20 Rep (Rest Pause) Squats (ME)

DB Chest Movement: (DB Bench / DB Incline Bench, DB Press Flies, CGDBP) - Warmup + 2x10 (DE)

Rowing Movement: (DB Rows / BB Rows / Seated Machine Rows) Warmup + 2x10 (DE)

Vertical Pressing Movement (DB Shoulder Press, BB Mili Press, BB Push Press, BTNP) Warmup + 3x3 (ME)

Hamstring Movement (SLDL, Good Morning, GHR, Ham Curls, Pull throughs) 3x15 (DE)

Long Head Triceps Movement (Seated Cable Triceps Extension, DB Triceps Extension) 2x10-15 (DE)

Heavy Biceps Movement (BB Curls, Bruch Curls) 3x10 (ME)

Wednesday

20 Rep (Rest Pause) Deadlifts (ME)

Barbell Chest Movement (Flat Bench / Incline Bench / CGBP) Warmup + 3x3 or 5x5 (ME)

Vertical Pulling Movement (Chins / Weighted Chins / Lat Pulldown) (DE) 2x10

Vertical Pressing Movement (DB Shoulder Press, BB Mili Press, BB Push Press) 2x10 (DE)

Quadriceps Movement (DB Lunges / BB Lunges / Front Squats / Leg Extensions) 30 Reps Rest Pause (DE)

Triceps Movement (Dips / Weighed Dips / Pushdowns / Skull Crushers) 2x10 (DE)

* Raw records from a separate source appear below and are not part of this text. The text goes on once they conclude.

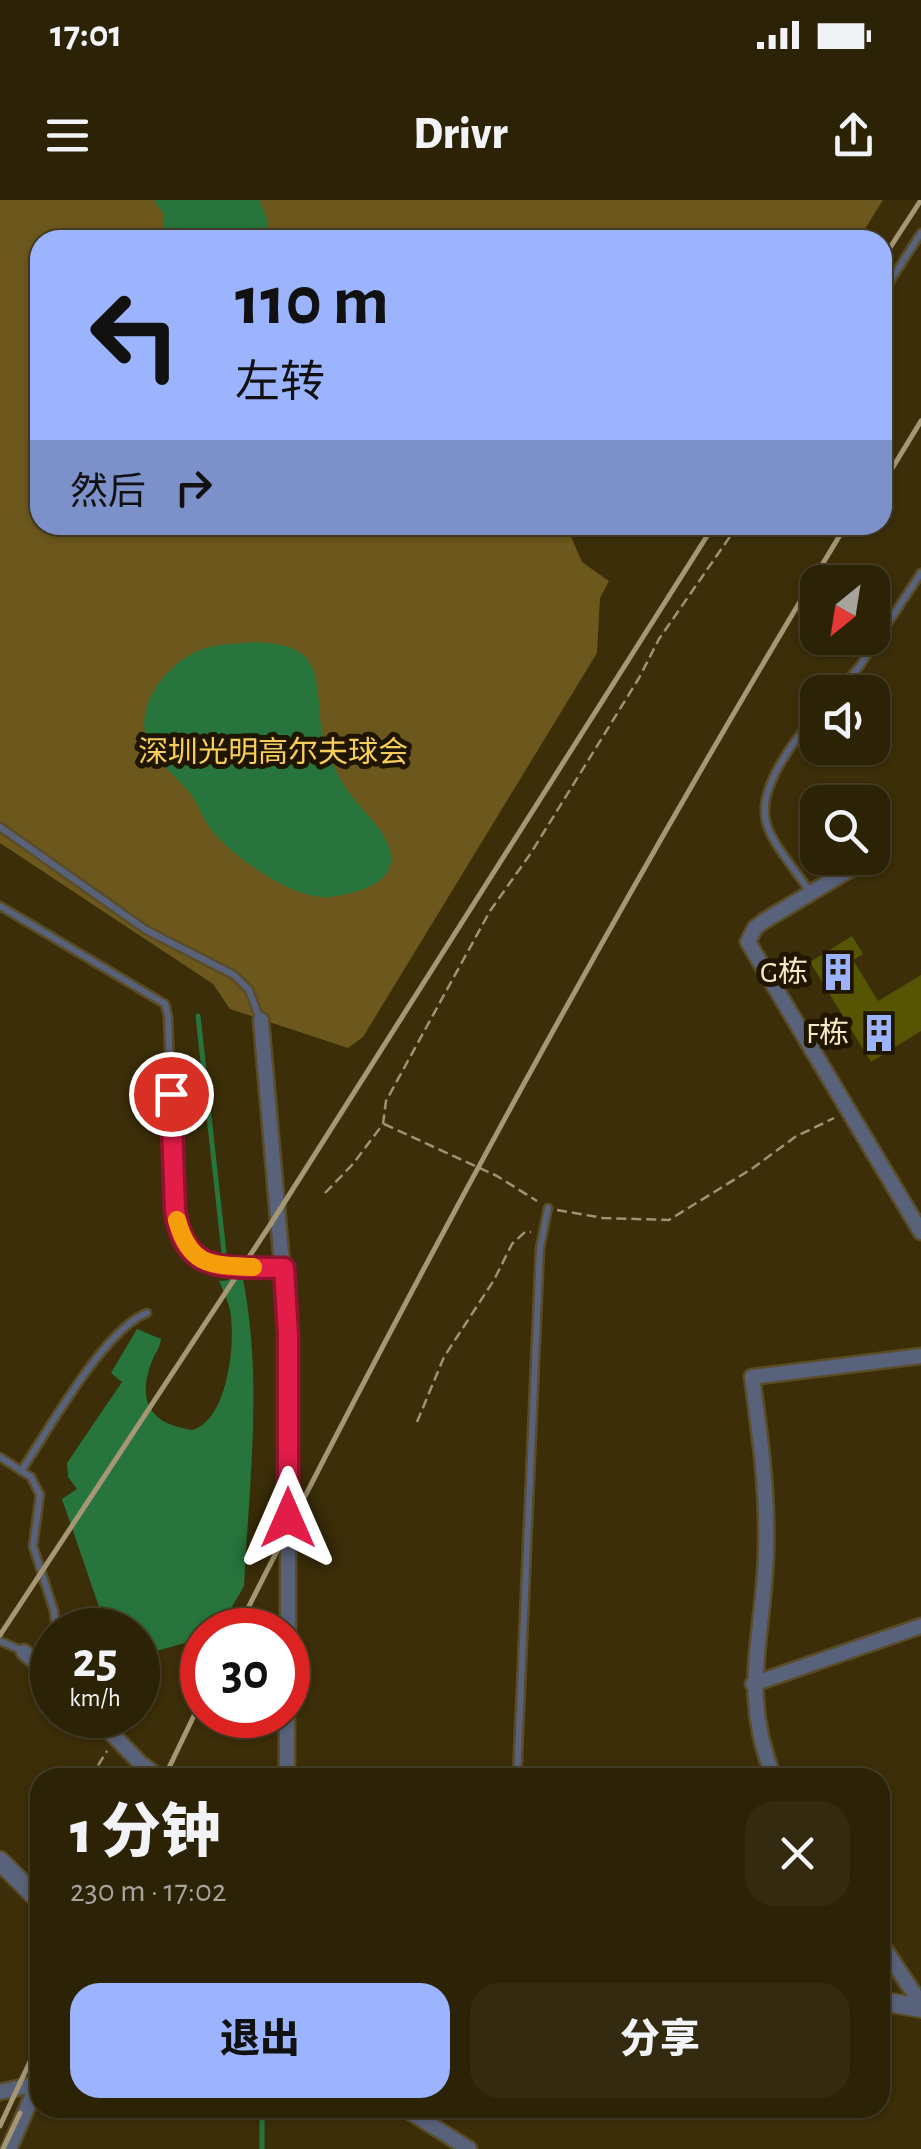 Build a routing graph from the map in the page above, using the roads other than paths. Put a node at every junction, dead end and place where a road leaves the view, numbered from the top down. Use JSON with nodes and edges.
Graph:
{"nodes":[{"id":1,"x":921,"y":232,"type":"edge"},
{"id":2,"x":892,"y":278,"type":"edge"},
{"id":3,"x":921,"y":572,"type":"edge"},
{"id":4,"x":852,"y":675,"type":"edge"},
{"id":5,"x":800,"y":738,"type":"edge"},
{"id":6,"x":0,"y":827,"type":"edge"},
{"id":7,"x":840,"y":875,"type":"edge"},
{"id":8,"x":811,"y":893,"type":"junction"},
{"id":9,"x":0,"y":906,"type":"edge"},
{"id":10,"x":261,"y":1020,"type":"joint"},
{"id":11,"x":548,"y":1208,"type":"road end"},
{"id":12,"x":921,"y":1232,"type":"edge"},
{"id":13,"x":284,"y":1268,"type":"junction"},
{"id":14,"x":148,"y":1312,"type":"dead end"},
{"id":15,"x":921,"y":1356,"type":"edge"},
{"id":16,"x":0,"y":1457,"type":"edge"},
{"id":17,"x":21,"y":1471,"type":"junction"},
{"id":18,"x":53,"y":1608,"type":"edge"},
{"id":19,"x":288,"y":1608,"type":"edge"},
{"id":20,"x":921,"y":1626,"type":"edge"},
{"id":21,"x":0,"y":1641,"type":"edge"},
{"id":22,"x":24,"y":1652,"type":"joint"},
{"id":23,"x":30,"y":1657,"type":"edge"},
{"id":24,"x":754,"y":1684,"type":"junction"},
{"id":25,"x":116,"y":1738,"type":"edge"},
{"id":26,"x":287,"y":1738,"type":"edge"},
{"id":27,"x":149,"y":1768,"type":"edge"},
{"id":28,"x":287,"y":1768,"type":"edge"},
{"id":29,"x":517,"y":1768,"type":"edge"},
{"id":30,"x":771,"y":1768,"type":"edge"},
{"id":31,"x":0,"y":1861,"type":"edge"},
{"id":32,"x":30,"y":1891,"type":"edge"},
{"id":33,"x":890,"y":1958,"type":"edge"},
{"id":34,"x":890,"y":2001,"type":"edge"},
{"id":35,"x":921,"y":2006,"type":"edge"},
{"id":36,"x":30,"y":2085,"type":"edge"},
{"id":37,"x":0,"y":2092,"type":"edge"},
{"id":38,"x":30,"y":2103,"type":"edge"},
{"id":39,"x":420,"y":2118,"type":"edge"},
{"id":40,"x":9,"y":2149,"type":"edge"},
{"id":41,"x":469,"y":2149,"type":"edge"}],
"edges":[{"from":1,"to":2,"type":"lane"},
{"from":3,"to":4,"type":"lane"},
{"from":5,"to":8,"type":"lane"},
{"from":6,"to":10,"type":"lane"},
{"from":7,"to":8,"type":"street"},
{"from":8,"to":12,"type":"street"},
{"from":9,"to":13,"type":"lane"},
{"from":10,"to":13,"type":"street"},
{"from":11,"to":29,"type":"lane"},
{"from":13,"to":19,"type":"street"},
{"from":14,"to":17,"type":"lane"},
{"from":15,"to":24,"type":"street"},
{"from":16,"to":17,"type":"lane"},
{"from":17,"to":18,"type":"lane"},
{"from":20,"to":24,"type":"street"},
{"from":21,"to":22,"type":"lane"},
{"from":22,"to":23,"type":"street"},
{"from":24,"to":30,"type":"street"},
{"from":25,"to":27,"type":"street"},
{"from":26,"to":28,"type":"street"},
{"from":31,"to":32,"type":"street"},
{"from":33,"to":35,"type":"street"},
{"from":34,"to":35,"type":"street"},
{"from":36,"to":37,"type":"street"},
{"from":38,"to":40,"type":"street"},
{"from":39,"to":41,"type":"street"}]}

Biceps Movement (BB 21s / Hammer Curls / Incline Curls) (DE)

Friday

10x2 Box Squats to Bench / 10x2 ATG Squats (DE)

Chest/Triceps Movement (Dips / Weighted Dips / GCBP) 5x5 (DE)

Back/Biceps Movement (Hammer Grip Chins / Close Grip Pulldowns) 5x5 (DE)

Vertical Pressing Movement (DB Shoulder Press, BB Mili Press, BB Push Press, BTNP) 2x10 (DE)

Progression: Increase the weight on each exercise each week. Change the exercise when you plateau on an exercise.

Periodisation: Either on the 4th/5th/6th week take a week where you do maybe 50% of what you normally would weight wise as your deload week.

After each workout do a 4minute session of Tabatas (Rowing / Overhead Press Squats / Burpee Chins)

Of your 4 non-training days, 2 of them you should do nothing, no cardio, no training. The other two do active recovery - pull a bird and go for a walk down by the park/canal/river or whatever. Play some football. Go for a bike ride.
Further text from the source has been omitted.